Exercise instructions:
Pick out and copy every line below that has the word "roads".

*** Opening Data section ***

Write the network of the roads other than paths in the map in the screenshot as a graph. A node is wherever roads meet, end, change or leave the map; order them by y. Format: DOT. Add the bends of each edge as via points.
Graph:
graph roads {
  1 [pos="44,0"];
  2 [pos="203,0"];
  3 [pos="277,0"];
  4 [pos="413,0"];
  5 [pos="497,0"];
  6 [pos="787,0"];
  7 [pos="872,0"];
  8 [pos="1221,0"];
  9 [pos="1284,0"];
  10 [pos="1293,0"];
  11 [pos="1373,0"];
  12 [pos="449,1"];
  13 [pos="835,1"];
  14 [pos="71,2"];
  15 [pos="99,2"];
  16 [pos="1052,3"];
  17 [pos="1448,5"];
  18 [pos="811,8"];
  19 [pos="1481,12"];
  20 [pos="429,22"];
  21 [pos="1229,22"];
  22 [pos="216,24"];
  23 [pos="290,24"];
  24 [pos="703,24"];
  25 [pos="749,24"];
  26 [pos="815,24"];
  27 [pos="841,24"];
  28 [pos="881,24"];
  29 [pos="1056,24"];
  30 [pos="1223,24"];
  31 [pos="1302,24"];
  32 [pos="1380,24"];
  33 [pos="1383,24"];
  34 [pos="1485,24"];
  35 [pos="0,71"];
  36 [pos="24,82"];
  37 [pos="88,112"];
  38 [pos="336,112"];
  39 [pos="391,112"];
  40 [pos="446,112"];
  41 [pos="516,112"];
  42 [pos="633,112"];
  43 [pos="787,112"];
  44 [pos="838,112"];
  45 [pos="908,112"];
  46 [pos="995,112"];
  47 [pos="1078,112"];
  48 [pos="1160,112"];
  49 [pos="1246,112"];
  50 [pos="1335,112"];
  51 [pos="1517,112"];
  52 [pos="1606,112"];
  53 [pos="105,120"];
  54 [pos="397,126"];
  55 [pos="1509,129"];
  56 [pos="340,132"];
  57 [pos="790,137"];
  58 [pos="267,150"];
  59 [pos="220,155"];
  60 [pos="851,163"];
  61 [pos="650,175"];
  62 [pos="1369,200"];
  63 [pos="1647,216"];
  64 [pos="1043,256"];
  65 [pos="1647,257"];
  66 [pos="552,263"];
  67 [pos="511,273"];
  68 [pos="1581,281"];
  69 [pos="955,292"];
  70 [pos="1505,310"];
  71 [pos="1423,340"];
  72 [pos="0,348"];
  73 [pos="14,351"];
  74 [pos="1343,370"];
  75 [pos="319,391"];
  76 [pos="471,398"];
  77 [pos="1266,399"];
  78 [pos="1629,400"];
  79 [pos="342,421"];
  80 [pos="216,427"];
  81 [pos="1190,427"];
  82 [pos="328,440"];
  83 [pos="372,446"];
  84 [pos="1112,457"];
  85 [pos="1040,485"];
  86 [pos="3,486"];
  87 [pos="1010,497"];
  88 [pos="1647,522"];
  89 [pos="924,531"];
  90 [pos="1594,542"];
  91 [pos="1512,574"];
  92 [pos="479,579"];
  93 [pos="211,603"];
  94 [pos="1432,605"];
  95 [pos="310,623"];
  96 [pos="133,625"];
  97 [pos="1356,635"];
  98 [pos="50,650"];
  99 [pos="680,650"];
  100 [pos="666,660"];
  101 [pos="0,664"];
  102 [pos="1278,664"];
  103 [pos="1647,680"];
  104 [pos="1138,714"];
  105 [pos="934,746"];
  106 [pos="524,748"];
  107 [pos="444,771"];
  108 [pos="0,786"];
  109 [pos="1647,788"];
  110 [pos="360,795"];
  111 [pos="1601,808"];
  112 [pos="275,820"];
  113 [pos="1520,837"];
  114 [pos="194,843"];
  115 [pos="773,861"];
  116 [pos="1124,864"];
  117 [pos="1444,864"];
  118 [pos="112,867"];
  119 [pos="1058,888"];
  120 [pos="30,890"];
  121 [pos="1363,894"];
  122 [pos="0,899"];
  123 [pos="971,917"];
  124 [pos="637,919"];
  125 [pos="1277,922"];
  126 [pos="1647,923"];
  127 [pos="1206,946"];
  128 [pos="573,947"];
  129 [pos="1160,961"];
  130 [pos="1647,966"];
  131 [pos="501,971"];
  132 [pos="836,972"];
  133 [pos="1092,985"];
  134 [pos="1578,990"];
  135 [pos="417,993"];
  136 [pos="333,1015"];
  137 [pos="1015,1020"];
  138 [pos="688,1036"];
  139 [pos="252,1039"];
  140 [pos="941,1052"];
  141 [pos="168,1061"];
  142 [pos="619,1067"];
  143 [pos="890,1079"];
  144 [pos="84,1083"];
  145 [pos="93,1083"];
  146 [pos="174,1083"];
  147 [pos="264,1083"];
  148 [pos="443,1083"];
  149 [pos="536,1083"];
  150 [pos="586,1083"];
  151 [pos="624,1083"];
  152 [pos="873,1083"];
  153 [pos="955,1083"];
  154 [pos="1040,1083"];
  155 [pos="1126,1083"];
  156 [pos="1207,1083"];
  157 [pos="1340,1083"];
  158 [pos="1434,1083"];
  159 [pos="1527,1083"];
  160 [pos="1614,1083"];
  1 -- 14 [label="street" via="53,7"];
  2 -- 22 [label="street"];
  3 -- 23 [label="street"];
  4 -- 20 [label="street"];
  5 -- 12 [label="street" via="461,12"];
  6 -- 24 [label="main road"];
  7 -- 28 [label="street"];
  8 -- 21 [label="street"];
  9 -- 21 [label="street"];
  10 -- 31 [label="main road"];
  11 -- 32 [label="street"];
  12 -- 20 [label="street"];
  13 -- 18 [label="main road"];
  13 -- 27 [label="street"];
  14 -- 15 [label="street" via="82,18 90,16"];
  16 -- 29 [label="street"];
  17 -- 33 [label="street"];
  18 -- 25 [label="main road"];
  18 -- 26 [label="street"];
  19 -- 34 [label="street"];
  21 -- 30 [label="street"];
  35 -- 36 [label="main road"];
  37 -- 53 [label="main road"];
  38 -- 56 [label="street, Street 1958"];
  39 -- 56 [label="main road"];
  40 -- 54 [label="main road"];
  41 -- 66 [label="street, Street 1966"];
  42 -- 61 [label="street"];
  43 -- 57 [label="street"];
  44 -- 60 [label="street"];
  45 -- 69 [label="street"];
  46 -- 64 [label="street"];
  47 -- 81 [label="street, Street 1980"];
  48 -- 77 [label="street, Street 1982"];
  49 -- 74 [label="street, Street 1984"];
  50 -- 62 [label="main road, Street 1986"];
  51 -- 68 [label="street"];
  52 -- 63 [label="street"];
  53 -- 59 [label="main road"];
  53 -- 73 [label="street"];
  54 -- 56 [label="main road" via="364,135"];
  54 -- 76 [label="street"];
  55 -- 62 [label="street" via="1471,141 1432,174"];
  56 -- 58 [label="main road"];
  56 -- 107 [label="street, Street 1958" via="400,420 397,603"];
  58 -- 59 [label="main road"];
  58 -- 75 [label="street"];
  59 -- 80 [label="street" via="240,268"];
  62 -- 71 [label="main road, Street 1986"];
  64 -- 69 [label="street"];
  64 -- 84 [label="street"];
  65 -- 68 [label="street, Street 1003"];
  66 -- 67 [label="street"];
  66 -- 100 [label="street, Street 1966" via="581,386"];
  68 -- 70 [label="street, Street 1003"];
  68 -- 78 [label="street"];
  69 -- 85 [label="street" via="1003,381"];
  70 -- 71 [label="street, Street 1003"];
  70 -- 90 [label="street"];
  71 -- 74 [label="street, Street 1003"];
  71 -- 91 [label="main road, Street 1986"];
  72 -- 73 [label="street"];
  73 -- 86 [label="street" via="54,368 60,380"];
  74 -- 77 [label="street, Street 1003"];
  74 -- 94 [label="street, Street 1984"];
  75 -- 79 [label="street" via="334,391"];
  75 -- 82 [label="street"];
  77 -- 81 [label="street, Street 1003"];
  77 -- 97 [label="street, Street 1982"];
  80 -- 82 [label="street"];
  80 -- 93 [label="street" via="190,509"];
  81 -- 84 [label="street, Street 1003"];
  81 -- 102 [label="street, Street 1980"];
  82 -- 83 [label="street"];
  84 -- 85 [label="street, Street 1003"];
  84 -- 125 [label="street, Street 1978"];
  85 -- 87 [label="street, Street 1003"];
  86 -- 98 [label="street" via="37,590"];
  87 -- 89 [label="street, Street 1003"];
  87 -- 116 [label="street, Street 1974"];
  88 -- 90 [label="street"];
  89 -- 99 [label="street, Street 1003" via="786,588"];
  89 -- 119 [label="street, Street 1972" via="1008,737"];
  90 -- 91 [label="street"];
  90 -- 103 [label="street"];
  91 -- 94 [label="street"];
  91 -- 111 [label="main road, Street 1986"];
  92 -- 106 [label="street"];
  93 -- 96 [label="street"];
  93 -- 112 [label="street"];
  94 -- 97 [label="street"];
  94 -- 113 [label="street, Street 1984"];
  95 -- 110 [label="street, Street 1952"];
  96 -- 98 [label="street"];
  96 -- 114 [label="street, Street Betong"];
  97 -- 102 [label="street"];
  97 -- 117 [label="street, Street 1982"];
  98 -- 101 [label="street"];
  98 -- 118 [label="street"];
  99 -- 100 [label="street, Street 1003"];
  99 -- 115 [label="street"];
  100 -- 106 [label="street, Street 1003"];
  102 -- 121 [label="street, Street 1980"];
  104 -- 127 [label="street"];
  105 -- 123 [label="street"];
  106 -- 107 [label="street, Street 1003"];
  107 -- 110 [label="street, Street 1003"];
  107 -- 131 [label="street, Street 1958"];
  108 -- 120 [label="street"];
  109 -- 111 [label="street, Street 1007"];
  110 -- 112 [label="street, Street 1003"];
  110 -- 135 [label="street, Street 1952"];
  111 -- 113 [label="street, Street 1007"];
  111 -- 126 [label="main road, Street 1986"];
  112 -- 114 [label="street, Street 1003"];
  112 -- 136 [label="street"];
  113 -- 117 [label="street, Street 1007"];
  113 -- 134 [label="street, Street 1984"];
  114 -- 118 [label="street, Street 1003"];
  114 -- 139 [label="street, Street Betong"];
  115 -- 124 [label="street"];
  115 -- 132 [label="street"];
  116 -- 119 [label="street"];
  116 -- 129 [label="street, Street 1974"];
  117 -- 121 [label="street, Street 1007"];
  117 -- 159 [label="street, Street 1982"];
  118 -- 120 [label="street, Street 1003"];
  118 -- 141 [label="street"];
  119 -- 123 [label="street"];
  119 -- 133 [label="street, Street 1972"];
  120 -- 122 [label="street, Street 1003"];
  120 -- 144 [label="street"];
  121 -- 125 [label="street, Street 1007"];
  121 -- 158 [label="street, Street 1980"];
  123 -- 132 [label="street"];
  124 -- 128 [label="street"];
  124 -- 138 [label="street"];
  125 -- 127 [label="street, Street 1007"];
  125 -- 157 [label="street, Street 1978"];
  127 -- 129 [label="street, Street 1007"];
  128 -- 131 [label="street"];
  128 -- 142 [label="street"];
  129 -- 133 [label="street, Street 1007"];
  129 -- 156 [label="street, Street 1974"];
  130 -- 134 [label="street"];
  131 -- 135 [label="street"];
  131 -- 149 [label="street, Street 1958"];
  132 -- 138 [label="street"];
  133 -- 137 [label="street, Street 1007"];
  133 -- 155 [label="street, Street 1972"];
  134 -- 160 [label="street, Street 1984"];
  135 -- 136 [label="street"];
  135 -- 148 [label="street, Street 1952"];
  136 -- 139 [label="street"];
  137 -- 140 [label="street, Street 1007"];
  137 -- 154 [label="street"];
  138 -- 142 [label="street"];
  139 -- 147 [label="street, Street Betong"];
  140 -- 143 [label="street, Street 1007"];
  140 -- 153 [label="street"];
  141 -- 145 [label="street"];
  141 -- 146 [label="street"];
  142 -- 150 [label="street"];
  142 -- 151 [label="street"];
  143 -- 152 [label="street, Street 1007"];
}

*** Closing Data section ***

Answer for this exercise:
Write the network of the roads other than paths in the map in the screenshot as a graph. A node is wherever roads meet, end, change or leave the map; order them by y. Format: DOT. Add the bends of each edge as via points.
graph roads {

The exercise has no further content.